In 2003, Voeckler won two stages and the overall title in the Tour de Luxembourg. The following year, he suddenly rose to international prominence in the world of cycling. After seizing the French National Road Race Championships, the lightly regarded Voeckler entered the 2004 Tour de France. After escaping with five other riders during the fifth stage, Voeckler gained significant time against the peloton, and earned the yellow jersey (maillot jaune). Remarkably, he defended his jersey for ten days, even on stages not well-suited to his strengths.

With the maillot jaune on his shoulders and intense media attention all around him, Voeckler only rode stronger. He survived the dreaded climbs of the Pyrenees seconds ahead of Lance Armstrong. Voeckler finally surrendered the jersey to Armstrong on stage 15 in the French Alps. Voeckler then also lost the white jersey (maillot blanc; held by the best rider under 25) to Vladimir Karpets. But by then Voeckler was already a national hero.

The 2005 season was busy as Voeckler rode many races, including some not considered a fit for his style of riding. His only win that year came in Stage 3 of the Four Days of Dunkirk. In 2006 he won the fifth stage in the Tour of the Basque Country. At the Critérium du Dauphiné Libéré, Voeckler finished second on Stage 1, and he also won Paris–Bourges.
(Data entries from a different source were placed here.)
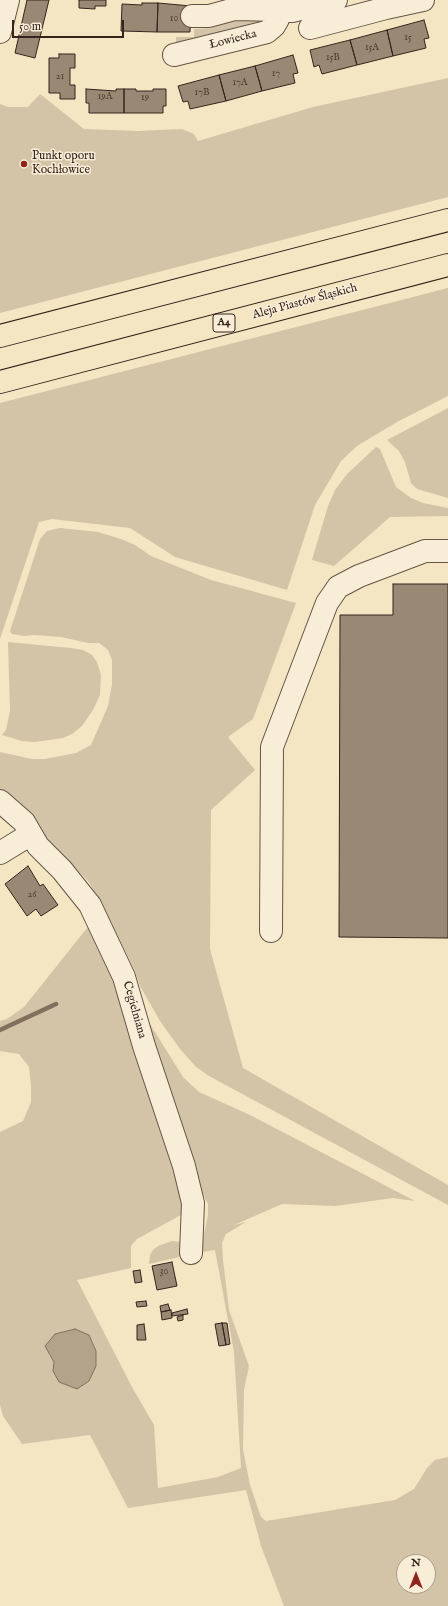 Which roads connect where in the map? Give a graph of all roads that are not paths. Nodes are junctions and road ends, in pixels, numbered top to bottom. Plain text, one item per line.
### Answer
1 (8, 0) edge
2 (336, 0) edge
3 (423, 0) edge
4 (385, 4) edge
5 (235, 5) edge
6 (279, 10) junction
7 (192, 16) dead end
8 (310, 28) dead end
9 (0, 32) edge
10 (174, 55) dead end
11 (448, 220) edge
12 (448, 265) edge
13 (0, 336) edge
14 (0, 382) edge
15 (448, 551) edge
16 (0, 801) edge
17 (31, 834) junction
18 (0, 853) edge
19 (271, 931) dead end
20 (191, 1253) dead end

1 - 9 street
2 - 6 street
3 - 4 street
4 - 8 street
5 - 6 street
5 - 7 street
6 - 10 street, Łowiecka
11 - 13 highway
12 - 14 highway, Aleja Piastów Śląskich / A4
15 - 19 street
16 - 17 street, Cegielniana
17 - 18 street
17 - 20 street, Cegielniana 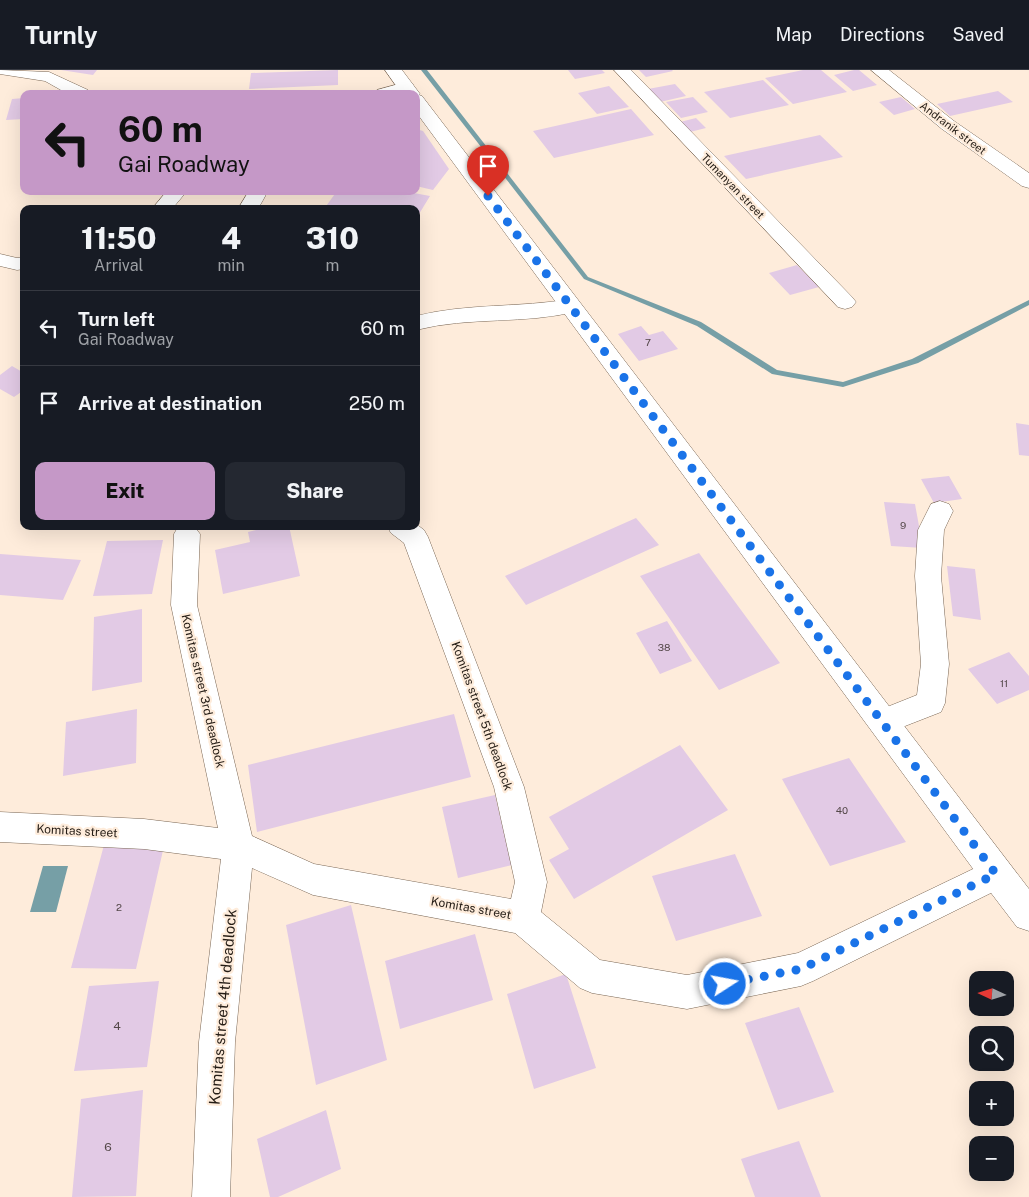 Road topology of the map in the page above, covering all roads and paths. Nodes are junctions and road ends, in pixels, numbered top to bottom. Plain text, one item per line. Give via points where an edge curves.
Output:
1 (4, 70) edge
2 (393, 70) edge
3 (622, 70) edge
4 (879, 70) edge
5 (74, 90) edge
6 (408, 90) edge
7 (420, 106) edge
8 (1029, 182) edge
9 (174, 195) edge
10 (164, 205) edge
11 (0, 260) edge
12 (20, 264) edge
13 (845, 302) dead end
14 (571, 306) junction
15 (420, 322) edge
16 (940, 511) dead end
17 (405, 530) edge
18 (187, 534) dead end
19 (882, 722) junction
20 (0, 827) edge
21 (238, 846) junction
22 (996, 874) junction
23 (1025, 904) edge
24 (523, 918) junction
25 (211, 1197) edge

1 - 5 street via 49,77
2 - 6 street
3 - 13 street, Tumanyan street
4 - 8 street, Andranik street via 948,125
7 - 14 street
9 - 10 street
11 - 12 street
14 - 15 street via 536,312 471,313
14 - 19 street
16 - 19 street via 931,530 928,576 935,664 931,703
17 - 24 street, Komitas street 5th deadlock via 415,537 509,787 530,882
18 - 21 street, Komitas street 3rd deadlock via 184,605
19 - 22 street
20 - 21 street, Komitas street via 144,834
21 - 24 street, Komitas street via 313,879
21 - 25 street, Komitas street 4th deadlock via 217,1042
22 - 23 street
22 - 24 street, Komitas street via 801,969 687,992 592,976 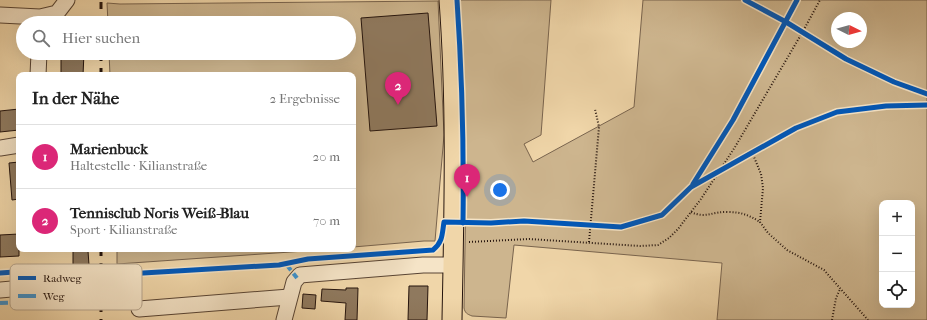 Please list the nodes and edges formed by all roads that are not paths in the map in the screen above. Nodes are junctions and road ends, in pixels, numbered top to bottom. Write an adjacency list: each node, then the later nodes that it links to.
1 (67, 0): 4 (street)
2 (449, 0): 10 (main road)
3 (0, 15): 5 (street)
4 (50, 16)
5 (16, 17)
6 (39, 60): 7 (street)
7 (38, 72)
8 (16, 145): 9 (street)
9 (0, 148)
10 (453, 265): 13 (street); 16 (main road)
11 (10, 289): 12 (street)
12 (0, 290)
13 (289, 297): 14 (street); 15 (street)
14 (142, 309)
15 (284, 320)
16 (452, 320) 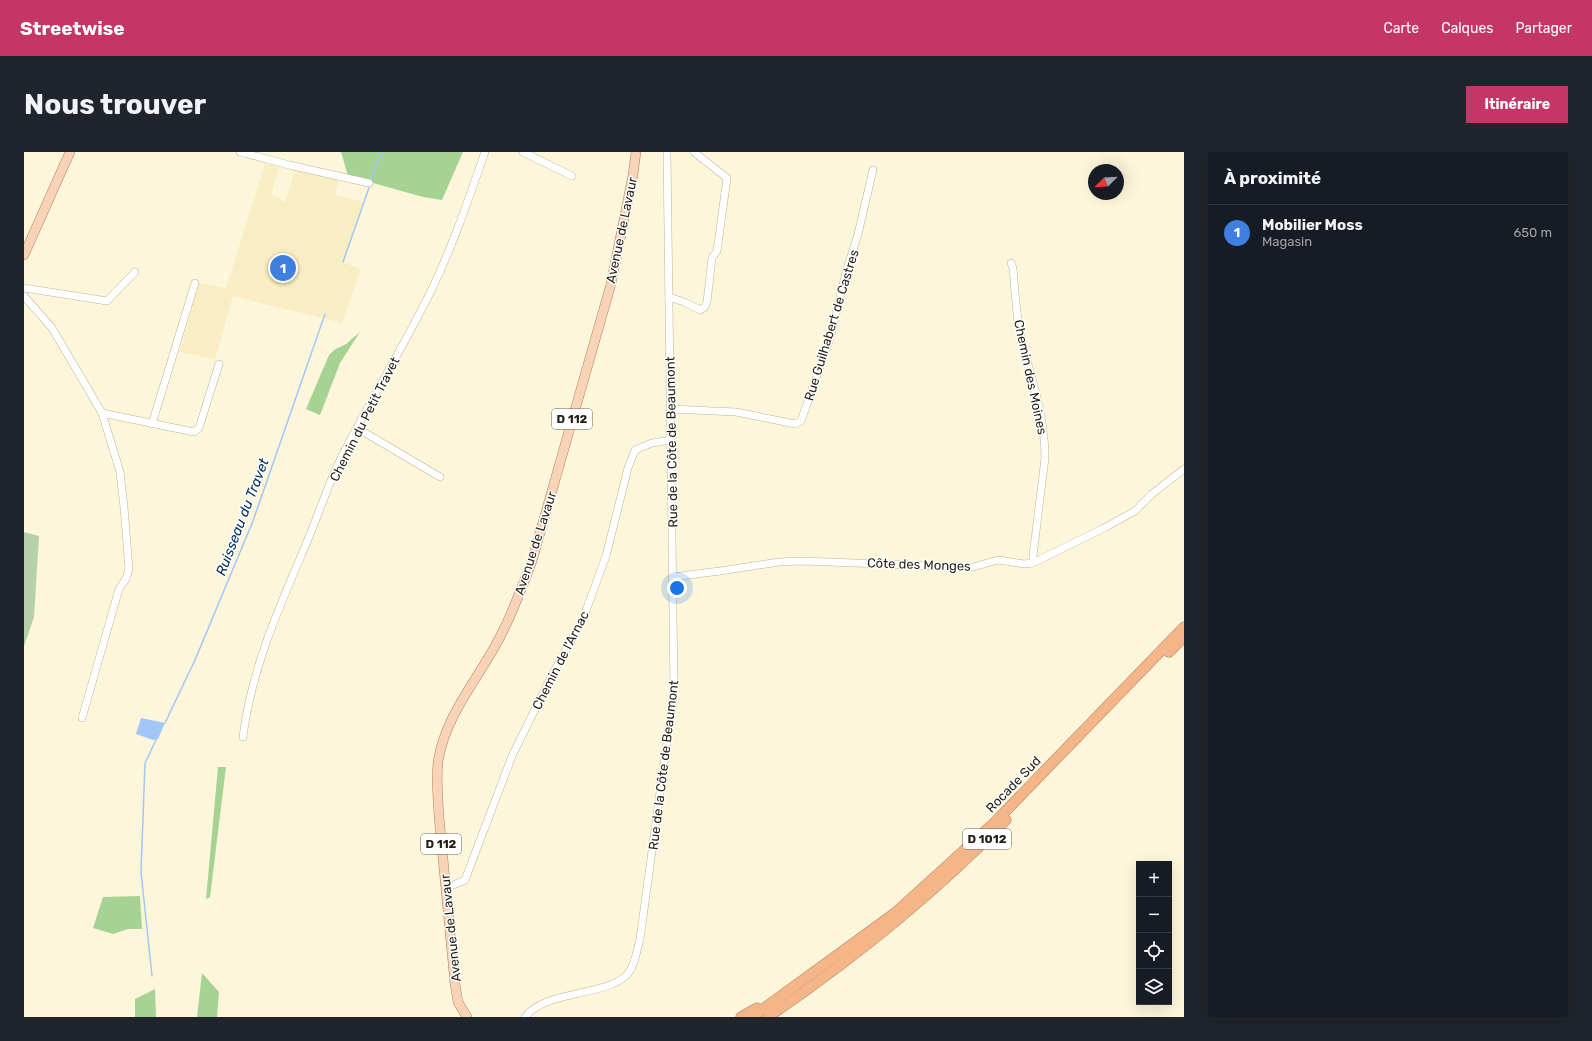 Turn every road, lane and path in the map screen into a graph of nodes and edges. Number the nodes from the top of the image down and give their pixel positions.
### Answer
1 (70, 152) edge
2 (240, 152) edge
3 (485, 152) edge
4 (523, 152) edge
5 (636, 152) edge
6 (667, 152) edge
7 (694, 152) edge
8 (873, 170) dead end
9 (572, 176) dead end
10 (369, 183) dead end
11 (24, 256) edge
12 (1011, 263) dead end
13 (135, 272) dead end
14 (195, 283) dead end
15 (24, 288) edge
16 (24, 296) edge
17 (669, 297) junction
18 (220, 364) dead end
19 (670, 409) junction
20 (102, 413) junction
21 (152, 424) junction
22 (357, 428) junction
23 (671, 440) junction
24 (1184, 469) edge
25 (440, 477) dead end
26 (1033, 563) junction
27 (673, 577) junction
28 (1184, 627) edge
29 (1184, 637) edge
30 (82, 718) dead end
31 (243, 737) dead end
32 (446, 888) junction
33 (792, 989) junction
34 (467, 1017) edge
35 (525, 1017) edge
36 (741, 1017) edge
37 (752, 1017) edge
38 (768, 1017) edge

1 - 11 main road
2 - 10 street
3 - 22 street, Chemin du Petit Travet
4 - 9 street
5 - 32 main road, Avenue de Lavaur / D 112
6 - 17 street, Rue de la Côte de Beaumont
7 - 17 street
8 - 19 street, Rue Guilhabert de Castres
12 - 26 street, Chemin des Moines
13 - 15 street
14 - 21 street
16 - 20 street
17 - 19 street, Rue de la Côte de Beaumont
18 - 21 street
19 - 23 street, Rue de la Côte de Beaumont
20 - 21 street
20 - 30 street
22 - 25 street
22 - 31 street, Chemin du Petit Travet
23 - 27 street, Rue de la Côte de Beaumont
23 - 32 street, Chemin de l'Arnac
24 - 26 street, Côte des Monges
26 - 27 street, Côte des Monges
27 - 35 street, Rue de la Côte de Beaumont
28 - 33 highway, Rocade Sud / D 1012
29 - 38 highway, Rocade Sud / D 1012
32 - 34 main road, Avenue de Lavaur / D 112
33 - 36 highway
33 - 37 highway, Rocade Sud / D 1012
In 2007, Voeckler garnered a stunning win at the GP Ouest-France, in which he beat the favorites with a late breakaway. For 2008, his early season was highlighted with an overall win at the Circuit de la Sarthe and in 2009, he gained his first stage win at the Tour de France, winning stage 5. Voeckler went for victory with about 5 km to go, having been part of a breakaway group for most of the race.

===2010===
After a somewhat slow start to 2010, Voeckler went on to win the French National Road Race Championships for the second time. He was able to break away from the bunch along with Christophe Le Mével, and Voeckler bested Le Mével in the sprint. He later described this win in the Vendée department, where he had made his home, as the best moment of his career. His form then continued into the Tour de France where, after several unsuccessful attacks, he was first over the finish line during Stage 15. He launched himself before the summit of the Hors Catégorie Port de Balès, cresting the summit alone. He negotiated the very fast descent without incident, and crossed the line in Bagnères-de-Luchon with more than a minute over the chasers.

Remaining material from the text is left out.